Machine Learning for Software Engineering

Earn a PhD Under the Supervision of Alexander Egyed!

Engineering is an inherently creative process that requires rigorous attention to details. However, engineering is also a collaborative, human centric process with adhoc activities. Engineering automations are few and rare – not just during programming but also during modeling, testing or maintenance. This PhD topic explores uses for machine learning in context of software engineering. On the most basic level, we envision the application of machine learning for reasoning with incomplete, uncertain, and/or incorrect software engineering knowledge. Justifiably, most engineering tools follow the philosophy of “garbage in-garbage out”. How could a tool reason correctly in the presence of errors? How could a tool reason at all if the input is incomplete? Yet, we must. Much of engineering is about uncertainty, incompleteness, and incorrectness. If our tools are only useful once we have complete and correct information, then arguably these tools are not useful during much of the engineering process. Obviously, this topic requires us to explore concrete applications in the software engineering domain. This set of applications is flexible and could include:

  • Change Impact: Change Impact Prediction is about understanding what is affected by changes. For example, much like an online shopping platform uses machine learning to recommend products (if you are buying this then you might need that also), an engineering platform could recommend code changes (people who have changed this code also changed that code).
  • Artifact Traceability: Experiments have shown that engineers who know where requirements are implemented in the code (traceability links) are not only 20% faster during maintenance but 60% more correct in identifying the changes necessary when a requirement changes. While there is a clearly demonstrated and strong benefit in using traceability links, today creating and maintaining traceability links is an error-prone, human-intensive activity that requires upfront investments (i.e., trace link capture during development for later use during maintenance). Moreover, reasoning with traceability links is problematic if the links and the various engineering artifacts are incomplete and/or partially incorrect. Machine learning could be helpful in recommending trace links.
  • Variability: Fast-changing technologies and increasingly specialized customer demands require custom-tailored systems. Software development capture this diversity by providing systems that are customizable through features. Unfortunately, these customizations typically allow for a very large number of feature combinations that need to be explored during modeling, programming, and testing. In most industrial settings, it is impossible to test all possible feature combinations. Machine learning could identify interesting feature combinations to explore.
  • Adaptability and Optimization: Pluggable, adaptable systems are a pre-requisite for a self-repairing and self-optimizing process.
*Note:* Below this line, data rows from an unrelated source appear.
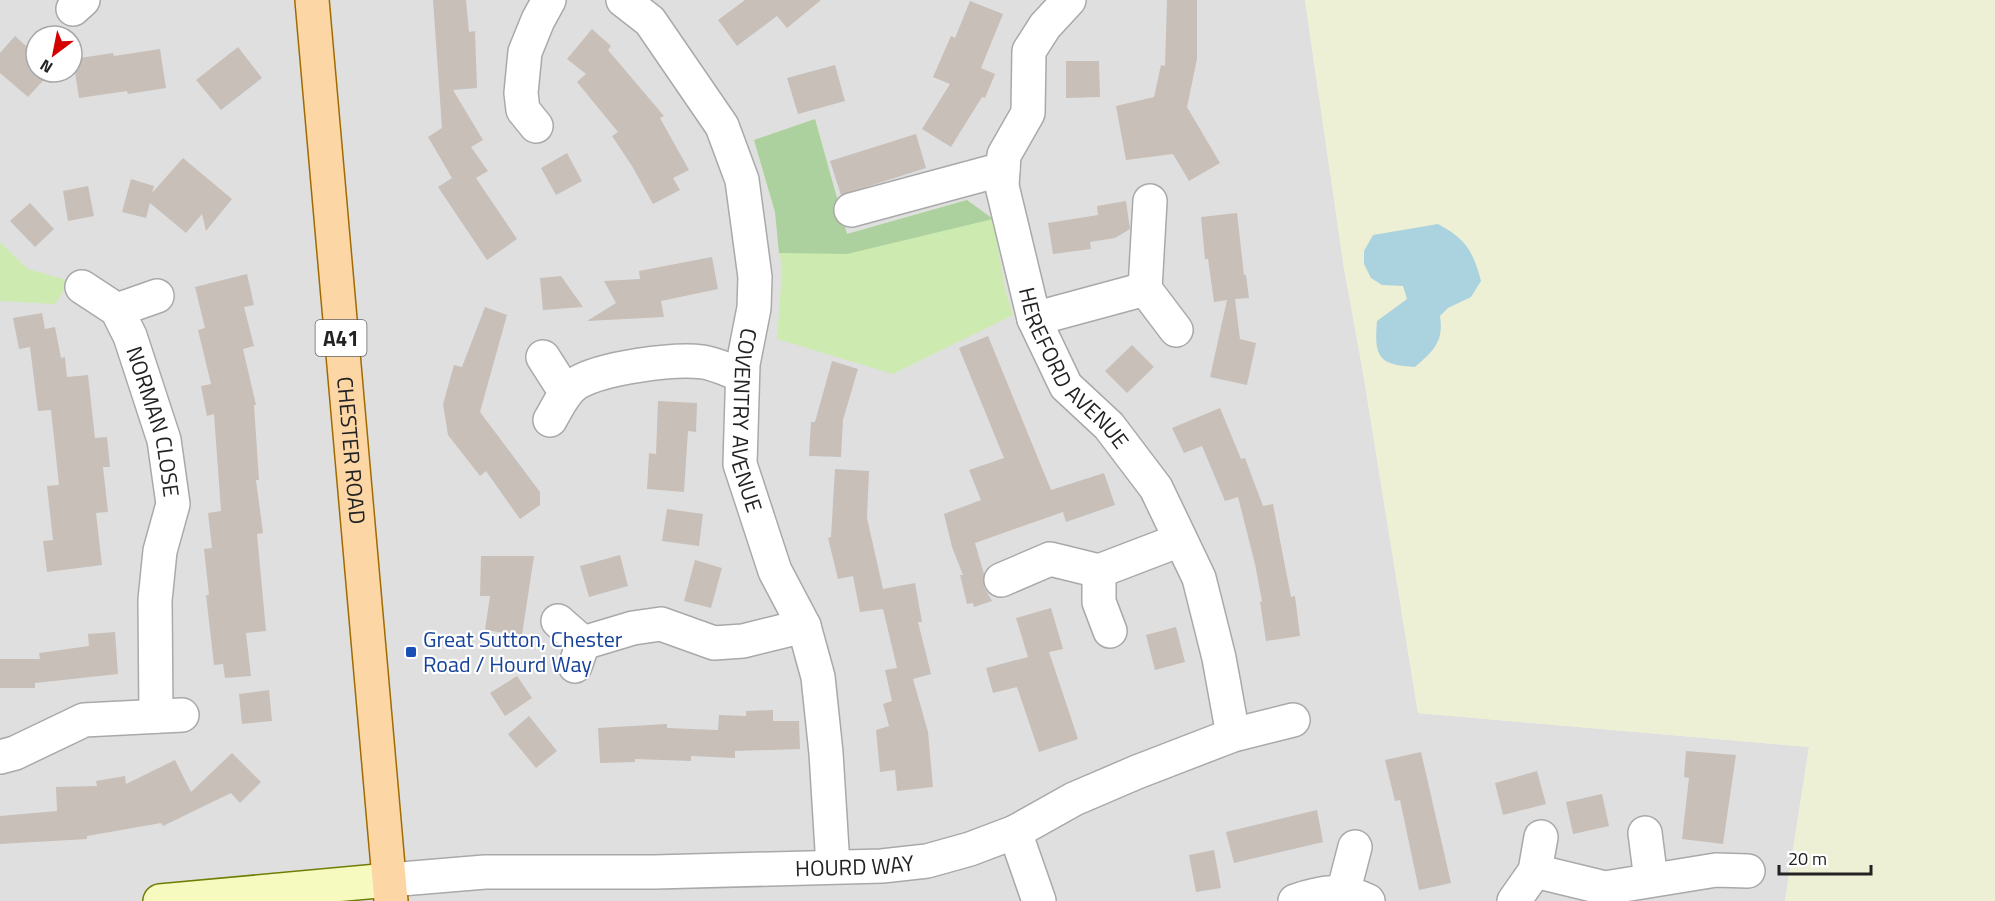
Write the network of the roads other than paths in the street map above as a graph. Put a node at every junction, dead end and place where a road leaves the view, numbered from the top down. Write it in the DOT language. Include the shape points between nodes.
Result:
graph roads {
  1 [pos="312,0"];
  2 [pos="549,0"];
  3 [pos="623,0"];
  4 [pos="1070,0"];
  5 [pos="658,11"];
  6 [pos="521,116"];
  7 [pos="1003,169"];
  8 [pos="1150,201"];
  9 [pos="851,210"];
  10 [pos="82,287"];
  11 [pos="1145,289"];
  12 [pos="157,296"];
  13 [pos="117,310"];
  14 [pos="1034,319"];
  15 [pos="1176,330"];
  16 [pos="543,357"];
  17 [pos="742,375"];
  18 [pos="1180,540"];
  19 [pos="1099,571"];
  20 [pos="1001,580"];
  21 [pos="558,621"];
  22 [pos="804,626"];
  23 [pos="1110,631"];
  24 [pos="1293,720"];
  25 [pos="1233,735"];
  26 [pos="0,757"];
  27 [pos="1015,832"];
  28 [pos="1645,833"];
  29 [pos="1541,837"];
  30 [pos="1355,847"];
  31 [pos="833,866"];
  32 [pos="1535,871"];
  33 [pos="1748,872"];
  34 [pos="1652,880"];
  35 [pos="390,890"];
  36 [pos="1356,897"];
  37 [pos="160,901"];
  38 [pos="1039,901"];
  39 [pos="1295,901"];
  40 [pos="1514,901"];
  1 -- 35 [label="main road, CHESTER ROAD / A41"];
  2 -- 6 [label="street" via="525,52"];
  3 -- 5 [label="street, COVENTRY AVENUE"];
  4 -- 7 [label="street, HEREFORD AVENUE" via="1045,26 1029,51 1028,113 1004,155"];
  5 -- 17 [label="street, COVENTRY AVENUE" via="722,126 742,180 755,277 754,308"];
  7 -- 9 [label="street"];
  7 -- 14 [label="street, HEREFORD AVENUE" via="1002,186"];
  8 -- 11 [label="street"];
  10 -- 13 [label="street"];
  11 -- 14 [label="street"];
  11 -- 15 [label="street"];
  12 -- 13 [label="street"];
  13 -- 26 [label="street, NORMAN CLOSE" via="130,336 164,440 173,504 160,551 155,600 169,716 84,720"];
  14 -- 18 [label="street, HEREFORD AVENUE" via="1066,386 1109,426 1156,488"];
  16 -- 17 [label="street" via="558,406 578,383 648,363 703,362"];
  17 -- 22 [label="street, COVENTRY AVENUE" via="740,464 775,571"];
  18 -- 19 [label="street"];
  18 -- 25 [label="street, HEREFORD AVENUE" via="1199,578"];
  19 -- 20 [label="street" via="1050,559"];
  19 -- 23 [label="street" via="1099,602"];
  21 -- 22 [label="street" via="579,655 633,628 662,624 714,643 743,641"];
  22 -- 31 [label="street, COVENTRY AVENUE" via="818,677"];
  24 -- 25 [label="street, HOURD WAY"];
  25 -- 27 [label="street, HOURD WAY" via="1074,799"];
  27 -- 31 [label="street, HOURD WAY" via="927,861"];
  27 -- 38 [label="street"];
  28 -- 34 [label="street"];
  29 -- 32 [label="street"];
  30 -- 36 [label="street"];
  31 -- 35 [label="street, HOURD WAY" via="485,872"];
  32 -- 34 [label="street" via="1605,888"];
  32 -- 40 [label="street"];
  33 -- 34 [label="street" via="1716,870"];
  35 -- 37 [label="street"];
  36 -- 39 [label="street" via="1334,891"];
}
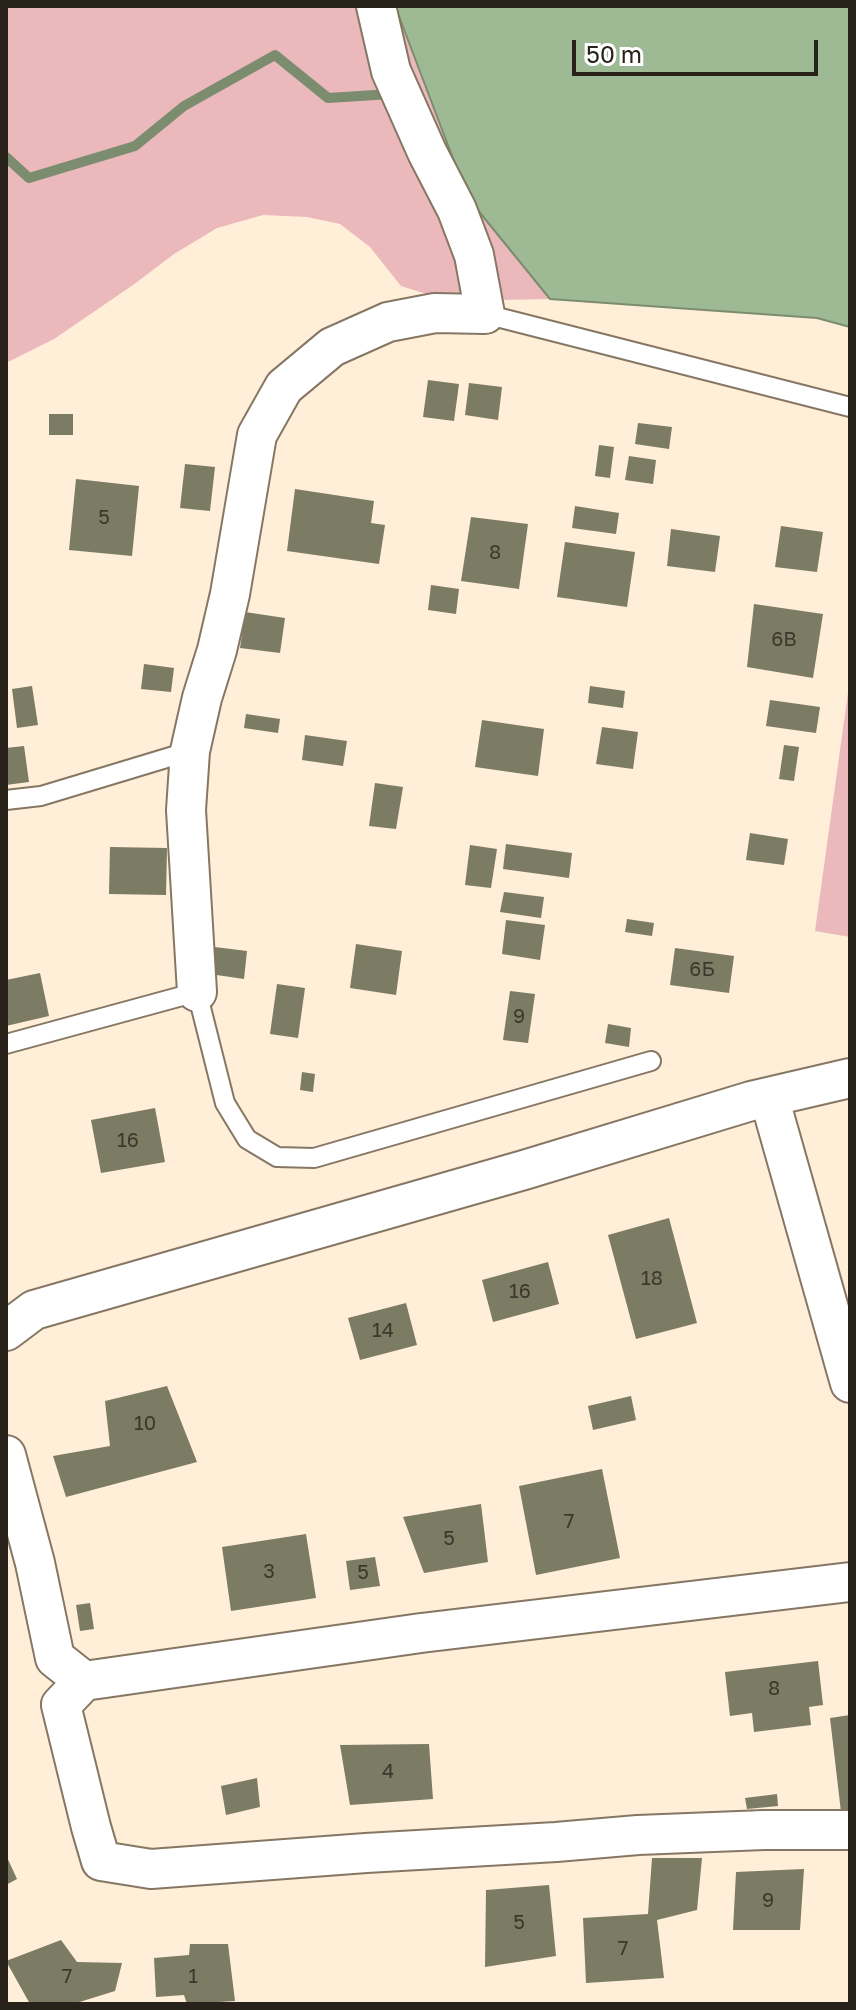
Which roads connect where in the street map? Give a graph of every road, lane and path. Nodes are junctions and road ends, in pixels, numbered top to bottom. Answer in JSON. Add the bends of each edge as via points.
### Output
{"nodes":[{"id":1,"x":376,"y":6,"type":"edge"},
{"id":2,"x":485,"y":314,"type":"junction"},
{"id":3,"x":850,"y":407,"type":"edge"},
{"id":4,"x":190,"y":751,"type":"junction"},
{"id":5,"x":6,"y":800,"type":"edge"},
{"id":6,"x":197,"y":992,"type":"junction"},
{"id":7,"x":6,"y":1044,"type":"edge"},
{"id":8,"x":651,"y":1061,"type":"dead end"},
{"id":9,"x":850,"y":1078,"type":"edge"},
{"id":10,"x":769,"y":1097,"type":"junction"},
{"id":11,"x":6,"y":1331,"type":"edge"},
{"id":12,"x":850,"y":1383,"type":"edge"},
{"id":13,"x":6,"y":1455,"type":"edge"},
{"id":14,"x":850,"y":1582,"type":"edge"},
{"id":15,"x":84,"y":1681,"type":"junction"},
{"id":16,"x":850,"y":1830,"type":"edge"}],
"edges":[{"from":1,"to":2,"type":"street","via":[[391,71],[474,255]]},
{"from":2,"to":3,"type":"lane"},
{"from":2,"to":4,"type":"street","via":[[435,313],[388,322],[332,347],[284,387],[257,435],[230,594]]},
{"from":4,"to":5,"type":"lane","via":[[41,796]]},
{"from":4,"to":6,"type":"street","via":[[186,810]]},
{"from":6,"to":7,"type":"lane"},
{"from":6,"to":8,"type":"lane","via":[[225,1103],[247,1139],[277,1157],[314,1158]]},
{"from":9,"to":10,"type":"street"},
{"from":10,"to":11,"type":"street","via":[[34,1310]]},
{"from":10,"to":12,"type":"street"},
{"from":13,"to":15,"type":"street","via":[[55,1658]]},
{"from":14,"to":15,"type":"street","via":[[421,1633]]},
{"from":15,"to":16,"type":"street","via":[[61,1705],[101,1861],[151,1869],[638,1835]]}]}
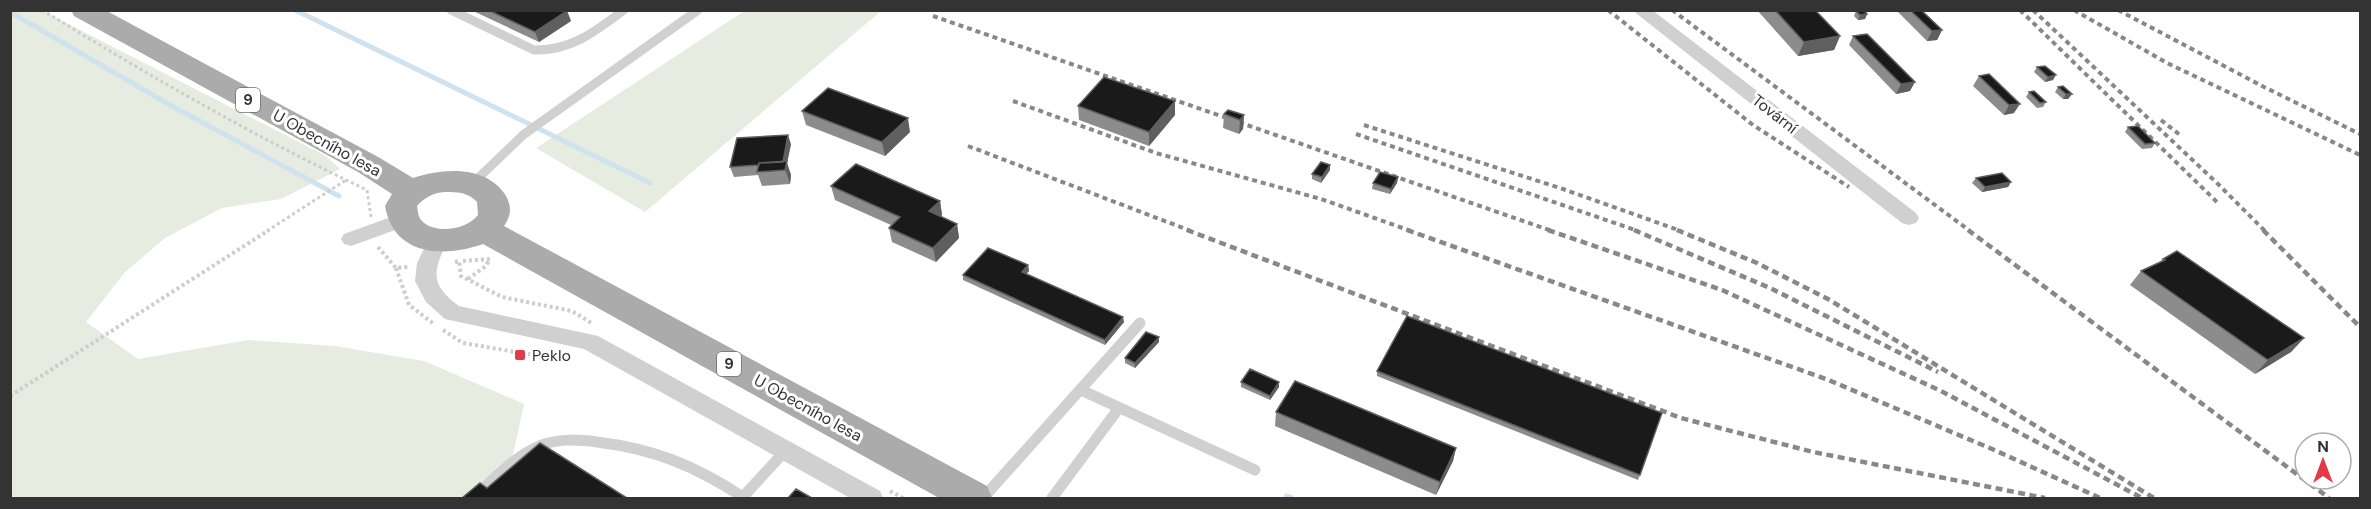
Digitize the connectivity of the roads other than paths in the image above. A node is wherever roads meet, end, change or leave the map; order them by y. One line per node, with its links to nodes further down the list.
1 (84, 10): 7 (main road, U Obecního lesa / 9)
2 (451, 10): 3 (lane)
3 (624, 10)
4 (698, 10): 6 (lane)
5 (1640, 10): 8 (street, Tovární)
6 (472, 184): 7 (main road); 10 (main road)
7 (396, 214): 9 (street); 11 (main road, U Obecního lesa / 9)
8 (1909, 218)
9 (351, 238)
10 (487, 245): 11 (main road, U Obecního lesa / 9); 20 (main road, U Obecního lesa / 9)
11 (431, 253): 15 (street)
12 (1140, 323): 13 (lane)
13 (1081, 390): 14 (lane); 21 (lane)
14 (1119, 408): 16 (lane); 22 (lane)
15 (786, 450): 18 (lane); 19 (street)
16 (1255, 470)
17 (473, 498): 18 (lane)
18 (743, 498)
19 (871, 498)
20 (973, 498)
21 (983, 498)
22 (1052, 498)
Take for example the manufacturing domain where we need to understand manufacturing processes for producing products. These processes need to be self-adaptable to allow for changing product variations. Self-optimization must ensure the efficient usage of resources (machines and workers) with minimal downtime. There is a trade off among changing environmental conditions, supply chain problems, or even evolving worker capabilities and manufacturing machines. Machine learning would be useful to help explore the many variables and their effect on one another – in this and other application domains (e.g., smart cities, health care).

PhD Topic

Software Engineering


Alexander Egyed


About the PhD Advisor

Alexander Egyed is a professor for Software-Intensive Systems at the Johannes Kepler University, Austria (JKU) and the scientific head of the area of Cognitive Robotics and Shop Floors of the Pro2Future competence center for smart production. He received his Doctorate degree from the University of Southern California, USA in 2000 and then worked in industry until joining the University College London, UK in 2007 and JKU in 2008. At JKU, he built up a 35-people strong research group which is most recognized for its work on software and systems design – particularly on variability, consistency, traceability, and testing/monitoring. Dr. Egyed has over a hundred refereed scientific book, journal, and conference contributions with nearly 6000 citations to date. He was recognized a top scholar in software engineering in Communications of the ACM, Springer Scientometrics, and Microsoft Academic Search. He was also named an IBM Research Faculty Fellow in recognition for his contributions to consistency checking, received Recognition of Service Awards from the IEEE and ACM, Best Paper Awards from ICSME, ECSA, COMPSAC and WICSA, and an Outstanding Achievement Award from the USC. Dr. Egyed served as program chair, steering committee member, and editorial board member. He is a member of the IEEE, IEEE Computer Society, ACM, and ACM SigSoft.